AK-Saray 5 katrilyona mal olacak, güvenliğini israil sağlayacak
Saray'ın beş katrilyona mal olacağı, güvenlik planının ise İsrailliler tarafından sağlandığı söyleniyor.
AKP'li Adalet Bakanı Bekir Bozdağ, partisinin Antalya – Kepez İlçe Kongresi'nde Cumhurbaşkanı Erdoğan'ın lüks ve şatafat merakını örtme / gizleme görevini üstlendi. Medyaya çok fazla yansımadı ama; Bozdağ, Cumhurbaşkanı'nın ''lüks içinde yaşamadığını'' anlatmak zorunda kaldı.
Kuşkusuz ki; Bekir Bozdağ durup dururken bu meseleyi açmak zorunda kalmadı. Bozdağ'ı, savunma yapmaya iten temel etken, yapılan tüm anketlerde, Kaçak Saray'ın halkın gündemine oturduğunun görülmesidir. Öyle ki; anketler halkın yüzde 75'inin Kaçak Saray'ı ''gereksiz bulduğu'' ve “paranın israf edildiği''ni düşündüğünü gösteriyor. Bekir Bozdağ'a ise Erdoğan'ın lüks tutkusuna kılıf arama ve bulma görevi düşüyor...
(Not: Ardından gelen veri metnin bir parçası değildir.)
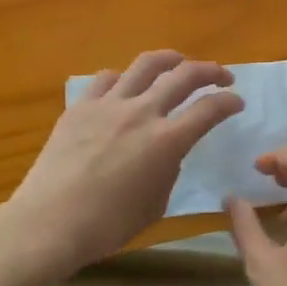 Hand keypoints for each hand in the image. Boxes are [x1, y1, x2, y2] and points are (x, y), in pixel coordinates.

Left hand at [6, 50, 242, 278]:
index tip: (237, 101)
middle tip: (221, 75)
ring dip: (169, 59)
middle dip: (210, 71)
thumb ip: (168, 170)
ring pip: (146, 64)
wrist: (49, 223)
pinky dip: (123, 79)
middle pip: (184, 75)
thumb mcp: (155, 204)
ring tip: (177, 62)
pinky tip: (125, 87)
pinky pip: (106, 79)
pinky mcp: (80, 106)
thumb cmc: (108, 225)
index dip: (229, 102)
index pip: (209, 109)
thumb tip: (166, 153)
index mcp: (167, 141)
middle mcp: (142, 113)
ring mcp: (109, 104)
Ne hazin bir tablo değil mi?
Danıştay'ın ''Buraya inşaat yapamazsınız'' yönündeki kararına rağmen dikilen kaçak binayı ''Adalet'' Bakanı savunmak zorunda kalıyor. Oysa ki; o Adalet Bakanı'nın görevi, sarayın kaçak bir biçimde yapılmasına engel olmak, yapılsa bile yıktırmaktı!
Ya diğer AKP'lilere ne demeli!
Belli ki; hiç biri koltuğundan olmak istemiyor ve Bozdağ'la aynı tavrı almak zorunda kalıyor. Bozdağ, Kaçak Saray'ı meşrulaştırmak isterken, “CHP zihniyetine uysak, hiç biriniz Mercedes'e binemezsiniz'' diye konuşuyor. Gören de Antalya'nın Kepez İlçesi'nde halkın tamamının Mercedes'le dolaştığını ve AKP'nin herkesi zenginleştirdiğini sanar...
Nasıl içerikten yoksun ve çocukça laflar bunlar...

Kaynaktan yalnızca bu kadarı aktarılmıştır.